- Poster
- Directed by: K. Balachander
- Written by: K. Balachandar
- Produced by: Rama Arangannal
- Starring: Nagesh R. Muthuraman Srikanth Lakshmi
- Cinematography: N. Balakrishnan
- Music by: V. Kumar
- Release date: 3 September 1970;
- Running time: 152 minutes
- Country: India
- Language: Tamil

= Navagraham =

1970 film by K. Balachander

Navagraham is a 1970 Indian Tamil-language comedy drama film written and directed by K. Balachander. The film stars Nagesh, Srikanth, R. Muthuraman and Lakshmi, with Ragini, Sivakumar, Rama Prabha, Y. G. Mahendran (his film debut), V. Gopalakrishnan and G. Sakunthala in supporting roles.
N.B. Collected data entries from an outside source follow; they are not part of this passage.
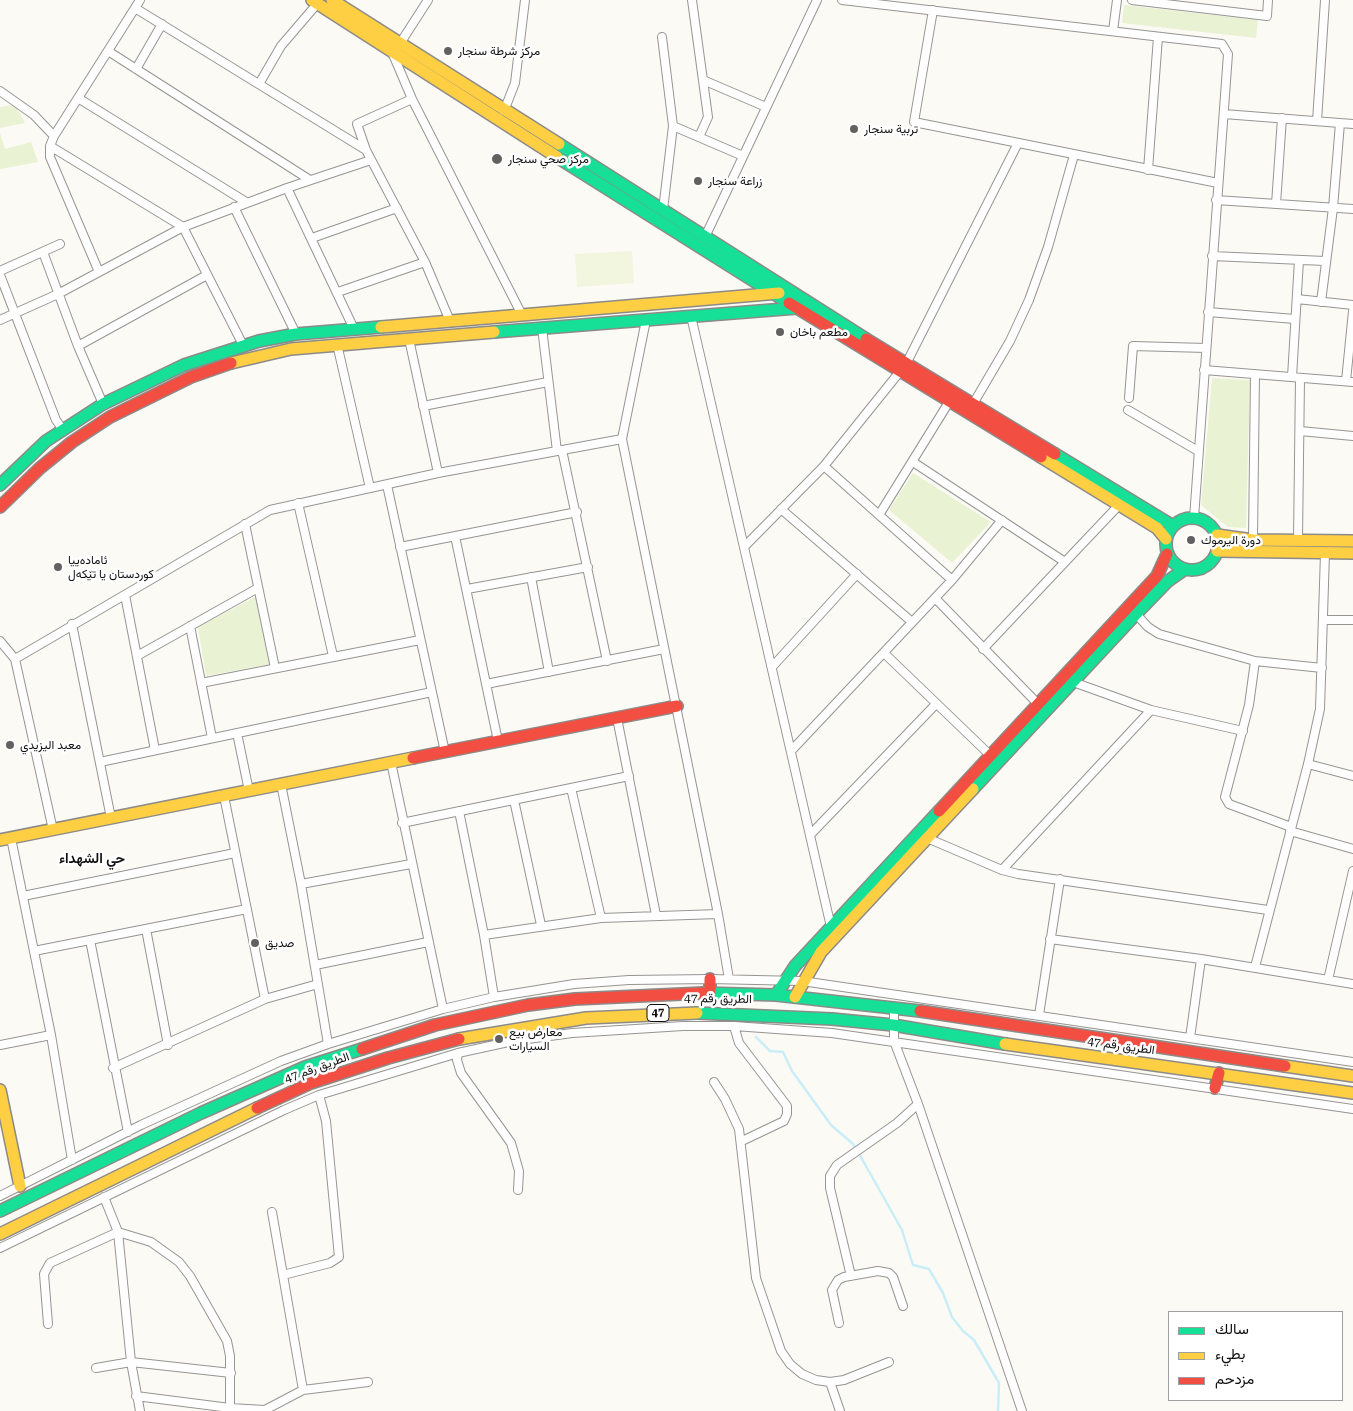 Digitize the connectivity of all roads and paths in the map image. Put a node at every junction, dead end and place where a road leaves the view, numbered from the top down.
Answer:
1 (140, 0) edge
2 (428, 0) edge
3 (525, 0) edge
4 (692, 0) edge
5 (817, 0) edge
6 (842, 0) edge
7 (1117, 0) edge
8 (1132, 0) edge
9 (1268, 0) edge
10 (1325, 0) edge
11 (335, 1) edge
12 (314, 2) edge
13 (888, 3) edge
14 (135, 8) junction
15 (932, 10) junction
16 (162, 24) junction
17 (1113, 32) junction
18 (662, 37) dead end
19 (1158, 37) junction
20 (400, 42) junction
21 (391, 50) junction
22 (108, 51) junction
23 (136, 69) junction
24 (703, 80) junction
25 (259, 84) junction
26 (0, 91) edge
27 (78, 98) junction
28 (412, 99) junction
29 (766, 107) junction
30 (504, 111) junction
31 (1224, 114) junction
32 (1282, 118) junction
33 (1317, 121) junction
34 (1340, 123) junction
35 (1353, 124) edge
36 (673, 126) junction
37 (54, 136) junction
38 (699, 138) junction
39 (1018, 143) junction
40 (50, 146) junction
41 (366, 150) junction
42 (1074, 155) junction
43 (743, 156) junction
44 (371, 160) junction
45 (1148, 170) junction
46 (310, 180) junction
47 (1218, 183) junction
48 (287, 188) junction
49 (1216, 200) junction
50 (246, 202) junction
51 (1276, 204) junction
52 (234, 207) junction
53 (397, 208) junction
54 (1333, 208) junction
55 (1353, 209) edge
56 (663, 210) junction
57 (184, 226) junction
58 (705, 237) junction
59 (312, 238) junction
60 (60, 244) dead end
61 (43, 252) junction
62 (1212, 256) junction
63 (1299, 260) junction
64 (425, 262) junction
65 (1325, 262) junction
66 (99, 272) junction
67 (0, 273) edge
68 (207, 275) junction
69 (781, 291) junction
70 (338, 292) junction
71 (58, 294) junction
72 (740, 298) junction
73 (1297, 299) junction
74 (1321, 302) junction
75 (1353, 305) edge
76 (798, 308) junction
77 (1353, 311) edge
78 (742, 312) junction
79 (1208, 312) junction
80 (15, 314) junction
81 (522, 315) junction
82 (691, 316) junction
83 (1295, 319) junction
84 (0, 320) edge
85 (646, 320) junction
86 (450, 321) junction
87 (542, 328) junction
88 (354, 329) junction
89 (296, 334) junction
90 (409, 339) junction
91 (337, 344) junction
92 (243, 345) junction
93 (78, 346) junction
94 (1206, 348) junction
95 (903, 368) junction
96 (1204, 370) junction
97 (1255, 374) junction
98 (1296, 377) junction
99 (548, 382) junction
100 (1350, 382) edge
101 (1129, 398) dead end
102 (949, 402) junction
103 (103, 404) junction
104 (973, 404) junction
105 (422, 406) junction
106 (1128, 410) dead end
107 (63, 430) junction
108 (1300, 431) junction
109 (1353, 436) edge
110 (622, 440) junction
111 (72, 442) junction
112 (560, 450) junction
113 (1198, 451) junction
114 (913, 462) junction
115 (824, 466) junction
116 (438, 473) junction
117 (388, 484) junction
118 (0, 485) edge
119 (370, 488) junction
120 (298, 503) junction
121 (1120, 504) junction
122 (0, 507) edge
123 (781, 509) junction
124 (577, 512) junction
125 (879, 515) junction
126 (1194, 518) junction
127 (1002, 520) junction
128 (245, 524) junction
129 (1173, 526) junction
130 (1217, 535) junction
131 (455, 536) junction
132 (1353, 536) edge
133 (1166, 539) junction
134 (1253, 540) junction
135 (1298, 540) junction
136 (1353, 541) edge
137 (400, 547) junction
138 (744, 547) junction
139 (1217, 551) junction
140 (1325, 553) junction
141 (1353, 553) edge
142 (1167, 554) junction
143 (1065, 562) junction
144 (588, 567) junction
145 (1185, 569) junction
146 (857, 574) junction
147 (531, 577) junction
148 (952, 580) junction
149 (258, 588) junction
150 (467, 589) junction
151 (125, 595) junction
152 (935, 598) junction
153 (1136, 614) junction
154 (1324, 620) junction
155 (1353, 620) edge
156 (912, 622) junction
157 (72, 624) junction
158 (190, 626) junction
159 (420, 640) junction
160 (0, 642) edge
161 (664, 649) junction
162 (983, 649) junction
163 (884, 653) junction
164 (136, 656) junction
165 (333, 656) junction
166 (16, 659) junction
167 (606, 660) junction
168 (1255, 660) junction
169 (276, 668) junction
170 (772, 668) junction
171 (1322, 668) junction
172 (549, 672) junction
173 (1073, 682) junction
174 (201, 683) junction
175 (486, 684) junction
176 (432, 692) junction
177 (936, 704) junction
178 (676, 706) junction
179 (1042, 707) junction
180 (1151, 710) junction
181 (617, 718) junction
182 (1243, 731) junction
183 (237, 733) junction
184 (212, 738) junction
185 (498, 741) junction
186 (155, 750) junction
187 (791, 751) junction
188 (445, 752) junction
189 (991, 756) junction
190 (100, 762) junction
191 (391, 762) junction
192 (1308, 764) junction
193 (629, 776) junction
194 (1353, 776) edge
195 (281, 784) junction
196 (571, 788) junction
197 (249, 791) junction
198 (224, 796) junction
199 (514, 800) junction
200 (459, 811) junction
201 (111, 818) junction
202 (402, 823) junction
203 (1290, 829) junction
204 (53, 830) junction
205 (810, 835) junction
206 (927, 838) junction
207 (6, 839) edge
208 (1353, 850) edge
209 (236, 853) junction
210 (411, 864) junction
211 (1002, 870) junction
212 (1353, 871) edge
213 (1060, 878) junction
214 (301, 884) junction
215 (23, 896) junction
216 (247, 909) junction
217 (1268, 910) junction
218 (718, 914) junction
219 (656, 915) junction
220 (601, 918) junction
221 (541, 925) junction
222 (831, 927) junction
223 (146, 929) junction
224 (484, 935) junction
225 (1050, 939) junction
226 (90, 940) junction
227 (428, 942) junction
228 (34, 951) junction
229 (1201, 959) junction
230 (315, 965) junction
231 (1255, 967) junction
232 (710, 979) junction
233 (728, 979) junction
234 (785, 980) junction
235 (1328, 980) junction
236 (802, 981) junction
237 (318, 984) junction
238 (1353, 984) edge
239 (710, 993) junction
240 (776, 995) junction
241 (494, 996) junction
242 (796, 997) junction
243 (265, 998) junction
244 (962, 1004) junction
245 (894, 1007) junction
246 (443, 1009) junction
247 (682, 1012) junction
248 (1039, 1014) junction
249 (958, 1016) junction
250 (893, 1025) junction
251 (385, 1026) junction
252 (683, 1026) junction
253 (734, 1026) junction
254 (51, 1035) junction
255 (1190, 1038) junction
256 (389, 1039) junction
257 (894, 1041) junction
258 (328, 1044) junction
259 (0, 1045) edge
260 (168, 1045) junction
261 (458, 1053) junction
262 (1353, 1062) edge
263 (304, 1067) junction
264 (114, 1068) junction
265 (1219, 1073) junction
266 (1353, 1076) edge
267 (714, 1082) dead end
268 (310, 1083) junction
269 (1215, 1088) junction
270 (0, 1090) edge
271 (1353, 1093) edge
272 (319, 1095) junction
273 (918, 1104) junction
274 (1353, 1109) edge
275 (4, 1127) edge
276 (128, 1132) junction
277 (742, 1141) junction
278 (72, 1160) junction
279 (128, 1170) junction
280 (135, 1182) junction
281 (20, 1186) junction
282 (518, 1190) dead end
283 (0, 1196) edge
284 (104, 1197) junction
285 (0, 1211) edge
286 (272, 1212) dead end
287 (118, 1232) junction
288 (0, 1234) edge
289 (0, 1248) edge
290 (283, 1275) junction
291 (851, 1276) junction
292 (903, 1306) dead end
293 (839, 1323) dead end
294 (48, 1324) dead end
295 (131, 1362) junction
296 (889, 1362) dead end
297 (96, 1368) dead end
298 (231, 1373) junction
299 (368, 1382) dead end
300 (830, 1382) junction
301 (303, 1390) junction
302 (136, 1396) junction
303 (230, 1408) junction
304 (276, 1409) edge
305 (140, 1411) edge
306 (840, 1411) edge
307 (1022, 1411) edge

1 - 14 street
2 - 20 street
3 - 30 street
4 - 24 street
5 - 29 street
6 - 13 street
7 - 17 street
8 - 9 street
10 - 33 street
11 - 20 main road
12 - 21 main road
12 - 25 street
13 - 15 street
14 - 16 street
14 - 22 street
15 - 17 street
15 - 39 street
16 - 23 street
16 - 25 street
17 - 19 street
18 - 36 street
19 - 31 street
19 - 45 street
20 - 30 main road
21 - 28 street
21 - 69 main road
22 - 23 street
22 - 27 street
23 - 46 street
24 - 29 street
24 - 38 street
25 - 41 street
26 - 37 street
27 - 37 street
27 - 50 street
28 - 41 street
28 - 81 street
29 - 43 street
30 - 56 main road
31 - 32 street
31 - 47 street
32 - 33 street
32 - 51 street
33 - 34 street
34 - 35 street
34 - 54 street
36 - 38 street
36 - 56 street
37 - 40 street
38 - 43 street
39 - 42 street
39 - 95 street
40 - 57 street
40 - 66 street
41 - 44 street
42 - 45 street
42 - 104 street
43 - 58 street
44 - 46 street
44 - 53 street
45 - 47 street
46 - 48 street
47 - 49 street
48 - 50 street
48 - 59 street
49 - 51 street
49 - 62 street
50 - 52 street
51 - 54 street
52 - 57 street
52 - 89 street
53 - 59 street
53 - 64 street
54 - 55 street
54 - 65 street
56 - 58 main road
57 - 66 street
57 - 68 street
58 - 69 main road
59 - 70 street
60 - 61 street
61 - 67 street
61 - 71 street
62 - 63 street
62 - 79 street
63 - 65 street
63 - 73 street
64 - 70 street
64 - 86 street
65 - 74 street
66 - 71 street
67 - 80 street
68 - 92 street
68 - 93 street
69 - 72 main road
69 - 76 main road
69 - 95 main road
70 - 88 street
71 - 80 street
71 - 93 street
72 - 78 main road
72 - 81 main road
73 - 74 street
73 - 83 street
74 - 75 street
76 - 78 main road
76 - 95 main road
77 - 100 street
78 - 82 main road
79 - 83 street
79 - 94 street
80 - 84 street
80 - 107 street
81 - 86 main road
82 - 85 main road
82 - 138 street
83 - 98 street
85 - 87 main road
85 - 110 street
86 - 88 main road
87 - 90 main road
87 - 99 street
88 - 89 main road
89 - 92 main road
90 - 91 main road
90 - 105 street
91 - 111 main road
91 - 119 street
92 - 103 main road
93 - 103 street
94 - 96 street
94 - 101 street
95 - 102 main road
95 - 104 main road
95 - 115 street
96 - 97 street
96 - 113 street
97 - 98 street
97 - 134 street
98 - 100 street
98 - 108 street
99 - 105 street
99 - 112 street
102 - 114 street
102 - 121 main road
103 - 107 main road
104 - 129 main road
105 - 116 street
106 - 113 street
107 - 111 main road
107 - 118 main road
108 - 109 street
108 - 135 street
110 - 112 street
110 - 161 street
111 - 122 main road
112 - 116 street
112 - 124 street
113 - 126 street
114 - 125 street
114 - 127 street
115 - 123 street
115 - 125 street
116 - 117 street
117 - 119 street
117 - 137 street
119 - 120 street
120 - 128 street
120 - 165 street
121 - 133 main road
121 - 143 street
123 - 138 street
123 - 146 street
124 - 131 street
124 - 144 street
125 - 148 street
126 - 129 main road
126 - 130 main road
127 - 143 street
127 - 148 street
128 - 149 street
128 - 151 street
129 - 133 main road
130 - 134 main road
130 - 139 main road
131 - 137 street
131 - 150 street
132 - 136 street
133 - 142 main road
134 - 135 main road
135 - 136 main road
137 - 159 street
138 - 170 street
139 - 140 main road
139 - 145 main road
140 - 141 main road
140 - 154 street
142 - 145 main road
142 - 179 main road
143 - 162 street
144 - 147 street
144 - 167 street
145 - 153 main road
146 - 156 street
146 - 170 street
147 - 150 street
147 - 172 street
148 - 152 street
149 - 158 street
149 - 169 street
150 - 175 street
151 - 157 street
151 - 164 street
152 - 156 street
152 - 162 street
153 - 168 street
153 - 173 main road
154 - 155 street
154 - 171 street
156 - 163 street
157 - 166 street
157 - 190 street
158 - 164 street
158 - 174 street
159 - 165 street
159 - 176 street
160 - 166 street
161 - 167 street
161 - 178 street
162 - 179 street
163 - 177 street
163 - 187 street
164 - 186 street
165 - 169 street
166 - 204 street
167 - 172 street
168 - 171 street
168 - 182 street
169 - 174 street
170 - 187 street
171 - 192 street
172 - 175 street
173 - 179 main road
173 - 180 street
174 - 184 street
175 - 185 street
176 - 183 street
176 - 188 street
177 - 189 street
177 - 205 street
178 - 181 main road
178 - 218 street
179 - 189 main road
179 - 206 main road
180 - 182 street
180 - 211 street
181 - 185 main road
181 - 193 street
182 - 203 street
183 - 184 street
183 - 197 street
184 - 186 street
185 - 188 main road
186 - 190 street
187 - 205 street
188 - 191 main road
189 - 222 main road
190 - 201 street
191 - 195 main road
191 - 202 street
192 - 194 street
192 - 203 street
193 - 196 street
193 - 219 street
195 - 197 main road
195 - 214 street
196 - 199 street
196 - 220 street
197 - 198 main road
198 - 201 main road
198 - 209 street
199 - 200 street
199 - 221 street
200 - 202 street
200 - 224 street
201 - 204 main road
202 - 210 street
203 - 208 street
203 - 217 street
204 - 207 main road
205 - 222 street
206 - 211 street
206 - 236 main road
207 - 215 street
209 - 215 street
209 - 216 street
210 - 214 street
210 - 227 street
211 - 213 street
212 - 235 street
213 - 217 street
213 - 225 street
214 - 230 street
215 - 228 street
216 - 223 street
216 - 243 street
217 - 231 street
218 - 219 street
218 - 233 street
219 - 220 street
220 - 221 street
221 - 224 street
222 - 234 main road
223 - 226 street
223 - 260 street
224 - 241 street
225 - 229 street
225 - 248 street
226 - 228 street
226 - 264 street
227 - 230 street
227 - 246 street
228 - 254 street
229 - 231 street
229 - 255 street
230 - 237 street
231 - 235 street
232 - 233 street
232 - 239 main road
232 - 241 street
233 - 234 street
234 - 236 street
234 - 240 main road
235 - 238 street
236 - 242 main road
236 - 244 street
237 - 243 street
237 - 258 street
239 - 240 main road, الطريق رقم 47 / 47
239 - 256 main road, الطريق رقم 47 / 47
240 - 242 main road, الطريق رقم 47 / 47
241 - 246 street
242 - 245 main road, الطريق رقم 47 / 47
243 - 260 street
244 - 248 street
244 - 249 main road
245 - 249 main road, الطريق رقم 47 / 47
245 - 250 street
246 - 251 street
247 - 250 main road, الطريق رقم 47 / 47
247 - 252 main road
247 - 268 main road, الطريق رقم 47 / 47
248 - 255 street
249 - 266 main road, الطريق رقم 47 / 47
250 - 257 street
250 - 265 main road, الطريق رقم 47 / 47
251 - 256 main road
251 - 258 street
252 - 253 street
252 - 261 street
253 - 257 street
253 - 277 street
254 - 259 street
254 - 278 street
255 - 262 street
256 - 263 main road, الطريق رقم 47 / 47
257 - 269 street
257 - 273 street
258 - 276 street
260 - 264 street
261 - 272 street
261 - 282 street
263 - 268 main road
263 - 285 main road, الطريق رقم 47 / 47
264 - 276 street
265 - 269 main road
265 - 271 main road, الطريق رقم 47 / 47
267 - 277 street
268 - 279 main road, الطريق رقم 47 / 47
269 - 274 street
270 - 275 main road
272 - 280 street
272 - 290 street
273 - 291 street
273 - 307 street
275 - 281 main road
276 - 278 street
277 - 300 street
278 - 281 street
279 - 280 main road
279 - 288 main road, الطريق رقم 47 / 47
280 - 284 street
281 - 283 street
284 - 287 street
284 - 289 street
286 - 290 street
287 - 294 street
287 - 295 street
287 - 298 street
290 - 301 street
291 - 292 street
291 - 293 street
295 - 297 street
295 - 298 street
295 - 302 street
296 - 300 street
298 - 303 street
299 - 301 street
300 - 306 street
301 - 304 street
302 - 303 street
302 - 305 street
303 - 304 street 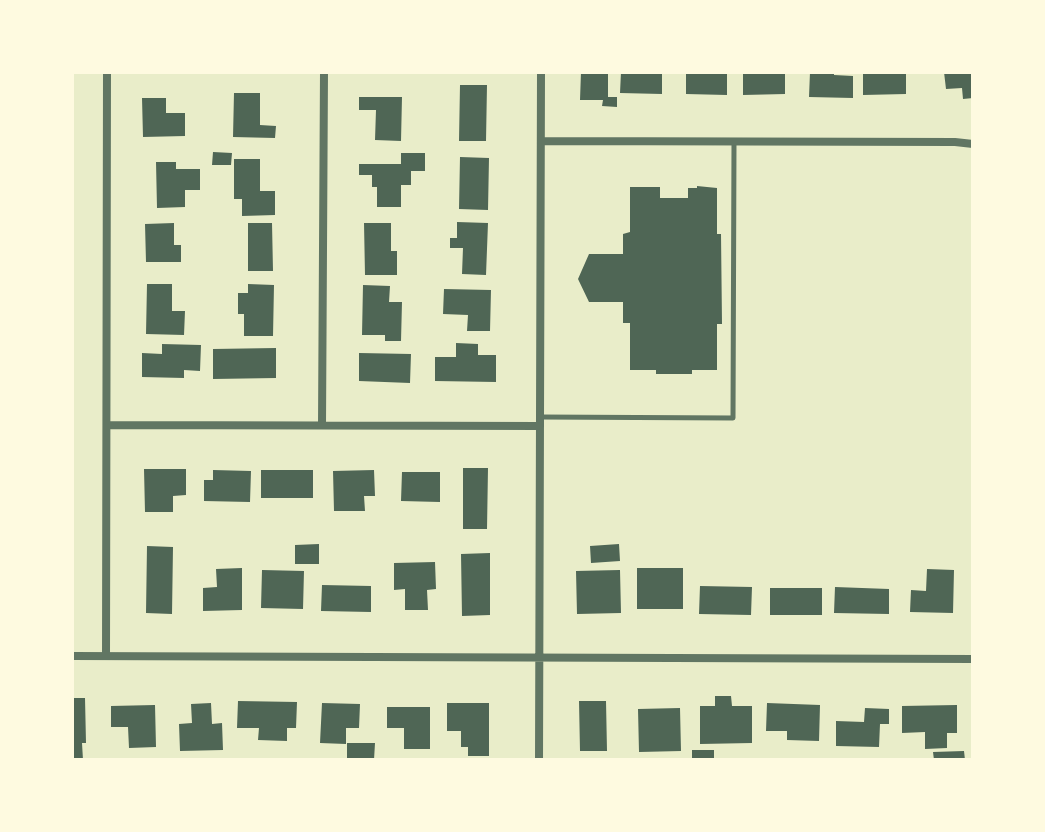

It was released on 3 September 1970.

== Plot ==

Nine people living as a joint family in a house have amongst them varied characters with weird idiosyncrasies. A thief and orphan, Baalu, enters the house and uses this to his advantage , but sets the things right in house . In the end , it's known he is son of the house, but he already leaves to Andaman for new job

== Production ==
Navagraham marked Y. G. Mahendran's acting debut in cinema. Manorama was supposed to play the love interest of Nagesh but was dropped at the latter's insistence causing a permanent rift between them.

== Soundtrack ==
The soundtrack was composed by V. Kumar and lyrics were written by Vaali.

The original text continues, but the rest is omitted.